Stored data —
+--
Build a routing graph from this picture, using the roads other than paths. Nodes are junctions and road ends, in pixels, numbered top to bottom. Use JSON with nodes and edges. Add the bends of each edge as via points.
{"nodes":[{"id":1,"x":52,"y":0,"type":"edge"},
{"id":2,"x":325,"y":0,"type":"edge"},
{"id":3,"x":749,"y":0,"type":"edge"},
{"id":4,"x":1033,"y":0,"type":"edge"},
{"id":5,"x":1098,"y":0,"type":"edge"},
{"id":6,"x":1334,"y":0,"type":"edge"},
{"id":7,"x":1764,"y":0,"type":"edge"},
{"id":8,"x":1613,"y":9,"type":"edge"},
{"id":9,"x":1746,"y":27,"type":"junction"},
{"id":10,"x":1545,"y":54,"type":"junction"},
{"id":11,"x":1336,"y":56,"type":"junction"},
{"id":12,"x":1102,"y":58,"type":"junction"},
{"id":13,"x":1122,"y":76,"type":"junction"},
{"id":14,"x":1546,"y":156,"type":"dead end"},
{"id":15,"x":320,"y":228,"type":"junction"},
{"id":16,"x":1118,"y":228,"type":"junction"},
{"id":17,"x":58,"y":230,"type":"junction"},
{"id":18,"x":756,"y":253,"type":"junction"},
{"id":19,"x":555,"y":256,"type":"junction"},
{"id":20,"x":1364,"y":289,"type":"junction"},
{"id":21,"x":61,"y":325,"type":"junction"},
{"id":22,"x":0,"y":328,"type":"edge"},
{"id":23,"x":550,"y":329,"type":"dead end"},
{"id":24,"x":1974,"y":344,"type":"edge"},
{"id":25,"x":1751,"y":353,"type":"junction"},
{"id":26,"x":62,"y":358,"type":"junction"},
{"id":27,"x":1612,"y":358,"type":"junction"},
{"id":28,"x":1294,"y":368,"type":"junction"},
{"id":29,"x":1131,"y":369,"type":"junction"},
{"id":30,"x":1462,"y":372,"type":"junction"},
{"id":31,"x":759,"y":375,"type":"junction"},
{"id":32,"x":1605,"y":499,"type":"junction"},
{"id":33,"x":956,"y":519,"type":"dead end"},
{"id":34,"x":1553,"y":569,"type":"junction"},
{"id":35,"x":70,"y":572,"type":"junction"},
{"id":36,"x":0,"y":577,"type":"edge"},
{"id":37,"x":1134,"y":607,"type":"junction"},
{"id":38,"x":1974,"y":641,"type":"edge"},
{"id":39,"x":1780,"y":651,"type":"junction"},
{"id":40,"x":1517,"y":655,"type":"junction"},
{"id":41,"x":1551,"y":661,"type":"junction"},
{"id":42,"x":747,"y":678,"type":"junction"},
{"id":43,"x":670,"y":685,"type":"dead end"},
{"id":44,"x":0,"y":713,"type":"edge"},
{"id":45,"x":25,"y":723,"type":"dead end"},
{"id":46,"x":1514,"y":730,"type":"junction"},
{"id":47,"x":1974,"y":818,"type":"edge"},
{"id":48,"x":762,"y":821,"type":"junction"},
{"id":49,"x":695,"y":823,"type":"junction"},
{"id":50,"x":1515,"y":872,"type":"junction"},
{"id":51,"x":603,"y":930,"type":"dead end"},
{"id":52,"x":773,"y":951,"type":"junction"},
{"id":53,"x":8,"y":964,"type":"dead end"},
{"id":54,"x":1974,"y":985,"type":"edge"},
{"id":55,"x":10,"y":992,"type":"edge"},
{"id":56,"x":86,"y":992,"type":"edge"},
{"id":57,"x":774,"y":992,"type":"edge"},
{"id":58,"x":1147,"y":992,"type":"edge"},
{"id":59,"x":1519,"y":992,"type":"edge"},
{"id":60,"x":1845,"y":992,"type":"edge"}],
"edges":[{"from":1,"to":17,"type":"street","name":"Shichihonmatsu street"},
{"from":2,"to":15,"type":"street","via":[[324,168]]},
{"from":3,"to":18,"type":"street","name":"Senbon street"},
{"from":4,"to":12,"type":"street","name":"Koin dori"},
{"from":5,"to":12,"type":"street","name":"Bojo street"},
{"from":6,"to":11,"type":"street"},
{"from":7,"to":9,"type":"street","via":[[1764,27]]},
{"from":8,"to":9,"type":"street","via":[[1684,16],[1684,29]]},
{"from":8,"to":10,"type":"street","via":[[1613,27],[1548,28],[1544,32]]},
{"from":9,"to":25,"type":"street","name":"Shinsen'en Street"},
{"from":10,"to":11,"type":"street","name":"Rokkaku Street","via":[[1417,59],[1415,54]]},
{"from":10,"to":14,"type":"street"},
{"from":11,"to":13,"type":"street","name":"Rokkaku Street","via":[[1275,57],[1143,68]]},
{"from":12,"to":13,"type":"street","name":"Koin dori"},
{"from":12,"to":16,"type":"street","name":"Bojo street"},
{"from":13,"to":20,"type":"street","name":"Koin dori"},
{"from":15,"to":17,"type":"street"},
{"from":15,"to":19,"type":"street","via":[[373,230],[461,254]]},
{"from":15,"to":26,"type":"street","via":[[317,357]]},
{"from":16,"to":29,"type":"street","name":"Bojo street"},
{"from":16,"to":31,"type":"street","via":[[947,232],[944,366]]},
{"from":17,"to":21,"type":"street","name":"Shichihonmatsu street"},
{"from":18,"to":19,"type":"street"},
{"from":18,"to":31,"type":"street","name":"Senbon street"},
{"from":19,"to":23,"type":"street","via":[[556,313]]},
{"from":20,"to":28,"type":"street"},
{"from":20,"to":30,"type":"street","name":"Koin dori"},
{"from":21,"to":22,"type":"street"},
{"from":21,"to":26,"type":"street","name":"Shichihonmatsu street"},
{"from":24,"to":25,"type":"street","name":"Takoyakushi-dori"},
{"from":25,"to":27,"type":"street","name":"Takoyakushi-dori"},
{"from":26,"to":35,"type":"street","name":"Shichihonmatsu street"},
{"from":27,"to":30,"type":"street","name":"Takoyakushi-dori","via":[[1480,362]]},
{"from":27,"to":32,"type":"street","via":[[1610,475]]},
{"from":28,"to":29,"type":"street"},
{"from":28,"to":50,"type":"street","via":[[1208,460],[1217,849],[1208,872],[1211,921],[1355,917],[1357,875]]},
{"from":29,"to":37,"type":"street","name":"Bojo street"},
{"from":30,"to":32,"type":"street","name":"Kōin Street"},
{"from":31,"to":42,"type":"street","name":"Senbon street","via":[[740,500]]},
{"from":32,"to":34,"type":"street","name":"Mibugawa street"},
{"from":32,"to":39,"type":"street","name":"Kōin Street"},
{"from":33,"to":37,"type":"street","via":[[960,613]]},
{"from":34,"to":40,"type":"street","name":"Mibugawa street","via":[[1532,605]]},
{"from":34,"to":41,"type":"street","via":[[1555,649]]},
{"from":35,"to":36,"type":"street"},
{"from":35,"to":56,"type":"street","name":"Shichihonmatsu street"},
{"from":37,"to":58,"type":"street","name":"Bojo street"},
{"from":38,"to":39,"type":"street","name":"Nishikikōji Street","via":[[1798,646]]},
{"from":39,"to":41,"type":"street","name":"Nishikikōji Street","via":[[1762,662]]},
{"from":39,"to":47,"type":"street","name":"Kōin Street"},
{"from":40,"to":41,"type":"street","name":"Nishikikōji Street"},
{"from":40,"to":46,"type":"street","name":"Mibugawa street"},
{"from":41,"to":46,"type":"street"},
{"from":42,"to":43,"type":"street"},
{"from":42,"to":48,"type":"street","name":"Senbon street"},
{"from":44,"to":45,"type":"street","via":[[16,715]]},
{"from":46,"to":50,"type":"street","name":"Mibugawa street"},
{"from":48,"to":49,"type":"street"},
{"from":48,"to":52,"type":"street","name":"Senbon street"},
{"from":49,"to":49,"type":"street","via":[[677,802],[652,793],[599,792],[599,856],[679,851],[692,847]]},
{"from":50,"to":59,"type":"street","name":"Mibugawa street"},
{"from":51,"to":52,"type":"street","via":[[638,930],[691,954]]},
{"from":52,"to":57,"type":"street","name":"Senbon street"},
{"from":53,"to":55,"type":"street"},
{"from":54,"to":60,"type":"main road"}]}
+--
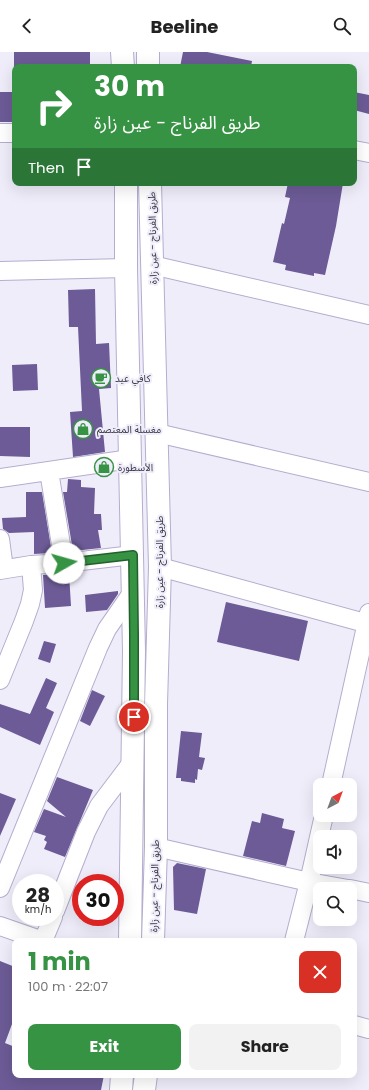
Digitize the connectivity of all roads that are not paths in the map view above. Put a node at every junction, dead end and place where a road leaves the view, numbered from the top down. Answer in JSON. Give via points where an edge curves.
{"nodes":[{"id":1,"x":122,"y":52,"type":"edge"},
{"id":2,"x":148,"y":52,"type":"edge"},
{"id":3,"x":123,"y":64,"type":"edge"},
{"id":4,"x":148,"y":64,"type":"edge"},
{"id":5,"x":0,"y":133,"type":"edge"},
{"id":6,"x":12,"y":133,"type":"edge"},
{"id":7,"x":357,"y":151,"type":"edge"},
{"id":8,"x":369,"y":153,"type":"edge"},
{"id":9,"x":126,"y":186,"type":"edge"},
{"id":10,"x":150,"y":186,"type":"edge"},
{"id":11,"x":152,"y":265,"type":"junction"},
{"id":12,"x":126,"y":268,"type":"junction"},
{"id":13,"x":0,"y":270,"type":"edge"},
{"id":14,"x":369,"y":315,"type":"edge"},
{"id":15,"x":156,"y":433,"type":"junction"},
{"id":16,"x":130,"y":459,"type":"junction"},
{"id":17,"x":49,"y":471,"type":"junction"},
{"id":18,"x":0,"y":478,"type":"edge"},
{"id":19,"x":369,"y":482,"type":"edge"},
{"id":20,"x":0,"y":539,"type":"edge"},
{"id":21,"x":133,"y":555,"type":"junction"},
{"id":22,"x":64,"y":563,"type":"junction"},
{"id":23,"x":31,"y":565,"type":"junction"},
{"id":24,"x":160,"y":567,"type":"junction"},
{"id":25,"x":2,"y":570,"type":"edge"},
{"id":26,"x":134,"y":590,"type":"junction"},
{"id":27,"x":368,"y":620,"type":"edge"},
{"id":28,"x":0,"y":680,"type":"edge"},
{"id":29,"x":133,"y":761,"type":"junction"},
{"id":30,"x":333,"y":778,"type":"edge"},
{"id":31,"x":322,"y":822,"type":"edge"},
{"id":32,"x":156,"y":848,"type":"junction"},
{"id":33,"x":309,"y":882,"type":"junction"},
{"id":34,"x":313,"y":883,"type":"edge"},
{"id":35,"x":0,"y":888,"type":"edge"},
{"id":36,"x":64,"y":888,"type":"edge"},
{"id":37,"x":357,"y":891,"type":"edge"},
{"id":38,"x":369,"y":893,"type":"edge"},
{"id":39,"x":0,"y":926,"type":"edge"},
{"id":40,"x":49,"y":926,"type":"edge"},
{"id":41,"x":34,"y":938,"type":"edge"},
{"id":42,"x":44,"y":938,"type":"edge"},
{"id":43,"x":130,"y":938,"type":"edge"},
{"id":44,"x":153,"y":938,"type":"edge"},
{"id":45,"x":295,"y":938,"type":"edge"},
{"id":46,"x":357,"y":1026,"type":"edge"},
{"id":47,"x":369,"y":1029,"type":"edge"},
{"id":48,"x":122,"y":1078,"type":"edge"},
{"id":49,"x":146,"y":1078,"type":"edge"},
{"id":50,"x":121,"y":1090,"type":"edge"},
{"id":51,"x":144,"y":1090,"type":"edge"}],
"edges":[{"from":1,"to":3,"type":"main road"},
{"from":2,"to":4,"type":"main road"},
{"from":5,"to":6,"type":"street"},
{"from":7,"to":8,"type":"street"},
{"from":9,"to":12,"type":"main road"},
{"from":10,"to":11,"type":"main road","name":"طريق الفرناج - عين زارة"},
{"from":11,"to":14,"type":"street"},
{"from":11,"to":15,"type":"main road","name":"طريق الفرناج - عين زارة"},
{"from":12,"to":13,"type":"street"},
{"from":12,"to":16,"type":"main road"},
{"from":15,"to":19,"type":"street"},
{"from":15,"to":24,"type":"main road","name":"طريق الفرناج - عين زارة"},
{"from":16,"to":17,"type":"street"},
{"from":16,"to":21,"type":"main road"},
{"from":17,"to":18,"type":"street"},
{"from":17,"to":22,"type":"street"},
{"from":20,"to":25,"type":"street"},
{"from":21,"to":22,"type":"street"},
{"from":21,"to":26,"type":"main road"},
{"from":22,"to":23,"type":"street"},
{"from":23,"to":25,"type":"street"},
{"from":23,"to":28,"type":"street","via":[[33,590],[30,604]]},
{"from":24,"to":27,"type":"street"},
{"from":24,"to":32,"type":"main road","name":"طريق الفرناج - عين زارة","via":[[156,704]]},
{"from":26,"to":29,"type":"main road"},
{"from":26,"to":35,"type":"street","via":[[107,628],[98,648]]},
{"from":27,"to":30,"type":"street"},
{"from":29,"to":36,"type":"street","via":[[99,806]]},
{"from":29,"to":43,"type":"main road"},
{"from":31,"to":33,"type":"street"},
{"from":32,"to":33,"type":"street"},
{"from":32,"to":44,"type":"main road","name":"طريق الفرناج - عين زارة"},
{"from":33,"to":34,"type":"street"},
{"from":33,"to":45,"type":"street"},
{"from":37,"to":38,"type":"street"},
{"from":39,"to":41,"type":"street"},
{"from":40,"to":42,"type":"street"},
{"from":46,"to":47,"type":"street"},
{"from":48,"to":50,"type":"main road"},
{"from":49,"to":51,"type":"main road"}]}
+--
PROBLEM DESCRIPTION — Identify all lines in the records above with the word "Nishikikōji".

SOLUTION TO THE PROBLEM —
{"from":38,"to":39,"type":"street","name":"Nishikikōji Street","via":[[1798,646]]},
{"from":39,"to":41,"type":"street","name":"Nishikikōji Street","via":[[1762,662]]},
{"from":40,"to":41,"type":"street","name":"Nishikikōji Street"},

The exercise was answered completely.